Une démarche de qualité, de sécurité, de transmission

Bien évidemment, il peut y avoir des freins à l’accueil de stagiaires. Mais ceux-ci sont plutôt communs à l’ensemble des stages que propres aux structures regroupées. Tout d’abord, du côté des maîtres de stage, la nécessité de se former, une obligation plus ou moins bien acceptée en fonction des individus. « Cela fait vingt ans que je suis maître de stage auprès d’internes et d’externes, souligne Pierre de Haas. Je pense connaître mon métier. Alors oui, cela me choque qu’on nous demande de suivre une formation pour encadrer des étudiants. »

Un point de vue que ne partage pas Stéphane Oustric car « il y a une grande différence entre être un professionnel de santé et être pédagogue. Discuter avec les stagiaires, leur permettre d’exercer en autonomie, réaliser un debrief pédagogique, cela s’apprend.  » Pour lui, cette formation est aussi la preuve que l’engagement dans la formation est bien confraternel et non ponctuel, avec un « maître de stage qui chercherait uniquement son futur successeur, explique-t-il. Il doit s’engager dans une démarche de qualité, de sécurité, de transmission dans le cadre des recommandations de bonnes pratiques. »

Combien de temps faut-il consacrer aux étudiants ? La question rejoint l’aspect économique puisque « seul, je vais effectuer entre 30 et 40 actes par jour alors qu’avec un interne, je vais n’en faire que la moitié », précise Pierre de Haas. Il faut donc s’organiser, changer sa routine, ses habitudes…

Autre limite : avoir en permanence quelqu’un à ses côtés, qui observe sa manière d’exercer. Mais ne serait-ce pas plutôt une manière de bonifier la qualité de la consultation ? « Dans une relation triangulaire, les échanges sont plus enrichissants, le patient bénéficie d’une RCP en direct, soutient Laurent Turi, médecin généraliste au sein d’une MPS à Saint-Pol-sur-Ternoise (Pas-de-Calais). Au début, je ressentais une certaine pression en raison de la présence d’un stagiaire, alors qu’aujourd’hui, je le vis comme un challenge ! » Cette crainte d’être jugé existe chez « de nombreux médecins », reconnaît Hervé Le Néel, « et ils n’ont pas complètement tort. Mais, finalement, la présence d’un stagiaire peut servir d’évaluation des pratiques professionnelles car on s’interroge tous les jours et nous sommes, du fait de sa présence, obligés d’avoir des comportements professionnels exemplaires. »
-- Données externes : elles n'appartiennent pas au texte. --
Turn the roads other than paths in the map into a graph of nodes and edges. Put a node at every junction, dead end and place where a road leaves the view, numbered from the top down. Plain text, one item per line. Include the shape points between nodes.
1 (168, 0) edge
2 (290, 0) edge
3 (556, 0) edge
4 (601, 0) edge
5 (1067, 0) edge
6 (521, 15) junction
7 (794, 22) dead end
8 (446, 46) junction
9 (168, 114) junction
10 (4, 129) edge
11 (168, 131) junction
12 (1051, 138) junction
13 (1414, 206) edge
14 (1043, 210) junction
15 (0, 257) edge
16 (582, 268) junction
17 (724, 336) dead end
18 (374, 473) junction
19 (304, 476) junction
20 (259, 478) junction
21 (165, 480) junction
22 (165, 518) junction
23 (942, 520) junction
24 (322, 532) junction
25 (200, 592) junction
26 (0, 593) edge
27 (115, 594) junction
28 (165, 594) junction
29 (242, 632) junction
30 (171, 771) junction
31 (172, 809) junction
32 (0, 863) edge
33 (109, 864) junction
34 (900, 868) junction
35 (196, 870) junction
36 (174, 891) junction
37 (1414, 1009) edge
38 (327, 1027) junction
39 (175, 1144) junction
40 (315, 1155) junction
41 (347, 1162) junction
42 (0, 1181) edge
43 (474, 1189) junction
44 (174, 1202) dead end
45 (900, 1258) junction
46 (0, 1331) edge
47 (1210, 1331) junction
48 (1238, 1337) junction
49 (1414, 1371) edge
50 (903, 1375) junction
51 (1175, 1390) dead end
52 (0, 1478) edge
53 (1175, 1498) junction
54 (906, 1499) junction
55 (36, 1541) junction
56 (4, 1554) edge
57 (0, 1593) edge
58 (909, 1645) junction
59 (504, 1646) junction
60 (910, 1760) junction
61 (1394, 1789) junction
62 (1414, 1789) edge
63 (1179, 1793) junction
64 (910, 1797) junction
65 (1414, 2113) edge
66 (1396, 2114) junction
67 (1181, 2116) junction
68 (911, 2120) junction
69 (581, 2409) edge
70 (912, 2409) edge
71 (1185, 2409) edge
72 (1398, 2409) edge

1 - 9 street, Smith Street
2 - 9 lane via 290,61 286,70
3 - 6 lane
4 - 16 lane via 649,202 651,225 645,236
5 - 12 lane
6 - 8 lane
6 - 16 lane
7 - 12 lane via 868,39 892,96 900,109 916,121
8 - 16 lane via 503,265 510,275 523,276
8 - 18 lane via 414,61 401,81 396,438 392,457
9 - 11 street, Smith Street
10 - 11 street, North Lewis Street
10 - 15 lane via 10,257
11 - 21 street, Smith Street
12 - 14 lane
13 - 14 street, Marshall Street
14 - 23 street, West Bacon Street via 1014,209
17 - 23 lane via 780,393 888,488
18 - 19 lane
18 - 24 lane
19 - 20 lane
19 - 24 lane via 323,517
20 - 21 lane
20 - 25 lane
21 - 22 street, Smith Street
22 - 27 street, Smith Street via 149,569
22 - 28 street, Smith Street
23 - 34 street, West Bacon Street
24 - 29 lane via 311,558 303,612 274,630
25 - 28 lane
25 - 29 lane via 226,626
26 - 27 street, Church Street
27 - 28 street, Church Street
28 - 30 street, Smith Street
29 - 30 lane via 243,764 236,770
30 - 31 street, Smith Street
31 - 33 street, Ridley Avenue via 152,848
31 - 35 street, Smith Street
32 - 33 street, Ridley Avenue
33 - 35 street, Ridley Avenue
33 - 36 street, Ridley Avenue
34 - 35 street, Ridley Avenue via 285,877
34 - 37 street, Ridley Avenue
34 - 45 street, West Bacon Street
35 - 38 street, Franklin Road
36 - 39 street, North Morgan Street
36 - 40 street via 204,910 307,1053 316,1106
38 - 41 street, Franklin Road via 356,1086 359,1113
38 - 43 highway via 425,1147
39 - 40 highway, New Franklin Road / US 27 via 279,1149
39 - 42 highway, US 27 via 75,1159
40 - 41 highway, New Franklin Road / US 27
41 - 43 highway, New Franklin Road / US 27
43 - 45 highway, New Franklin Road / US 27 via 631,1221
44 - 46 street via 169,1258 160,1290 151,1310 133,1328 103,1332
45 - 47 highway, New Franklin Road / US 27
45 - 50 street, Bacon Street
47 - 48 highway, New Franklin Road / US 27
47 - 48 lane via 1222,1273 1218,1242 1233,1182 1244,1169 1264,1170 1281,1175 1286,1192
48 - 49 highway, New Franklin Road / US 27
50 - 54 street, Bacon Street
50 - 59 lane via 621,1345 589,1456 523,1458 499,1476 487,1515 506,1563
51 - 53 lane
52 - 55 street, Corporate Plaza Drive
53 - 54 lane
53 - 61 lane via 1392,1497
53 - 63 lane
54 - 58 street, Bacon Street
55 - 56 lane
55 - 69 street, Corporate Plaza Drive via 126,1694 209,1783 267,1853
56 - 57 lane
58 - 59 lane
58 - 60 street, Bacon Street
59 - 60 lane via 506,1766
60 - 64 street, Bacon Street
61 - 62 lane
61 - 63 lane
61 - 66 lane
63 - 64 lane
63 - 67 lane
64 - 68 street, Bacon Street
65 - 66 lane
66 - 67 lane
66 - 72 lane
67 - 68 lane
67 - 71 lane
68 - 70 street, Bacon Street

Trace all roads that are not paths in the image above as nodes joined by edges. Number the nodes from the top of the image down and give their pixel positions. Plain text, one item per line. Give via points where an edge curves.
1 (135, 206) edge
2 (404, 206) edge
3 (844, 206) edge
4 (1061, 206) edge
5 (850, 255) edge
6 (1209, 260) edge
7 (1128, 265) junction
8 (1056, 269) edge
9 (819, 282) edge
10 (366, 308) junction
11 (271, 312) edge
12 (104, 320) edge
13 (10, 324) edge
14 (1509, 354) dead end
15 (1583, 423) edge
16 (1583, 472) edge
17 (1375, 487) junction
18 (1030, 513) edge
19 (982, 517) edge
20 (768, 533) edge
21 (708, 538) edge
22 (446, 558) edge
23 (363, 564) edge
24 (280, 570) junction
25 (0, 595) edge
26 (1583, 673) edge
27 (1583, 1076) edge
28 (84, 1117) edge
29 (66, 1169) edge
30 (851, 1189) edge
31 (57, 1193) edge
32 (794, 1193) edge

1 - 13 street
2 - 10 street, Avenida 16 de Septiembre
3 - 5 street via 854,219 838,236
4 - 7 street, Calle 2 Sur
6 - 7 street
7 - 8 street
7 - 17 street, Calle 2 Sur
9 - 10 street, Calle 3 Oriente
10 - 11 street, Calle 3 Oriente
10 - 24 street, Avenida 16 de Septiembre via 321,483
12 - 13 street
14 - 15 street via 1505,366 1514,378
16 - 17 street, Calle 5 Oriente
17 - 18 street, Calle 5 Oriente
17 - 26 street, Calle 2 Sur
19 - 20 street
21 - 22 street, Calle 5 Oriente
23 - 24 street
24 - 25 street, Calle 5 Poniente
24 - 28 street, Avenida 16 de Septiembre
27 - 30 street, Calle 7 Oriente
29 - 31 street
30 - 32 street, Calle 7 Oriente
Pour Stéphane Oustric, « il s’agit de la meilleure des formations continues. Les étudiants actualisent nos connaissances sur les démarches thérapeutiques, les diagnostics… C’est passionnant d’échanger ! » À condition, bien entendu, d’avoir un nombre de stages en structures regroupées suffisamment conséquent pour absorber la demande des étudiants en santé… Ce qui est loin d’être le cas aujourd’hui.

Le Chiffre

62,5 %

C'est le pourcentage d'étudiants qui, en amont de leur intégration dans l'équipe, ont discuté de leurs attentes avec le maître de stage. 

Source : sondage réalisé par Le Concours médical.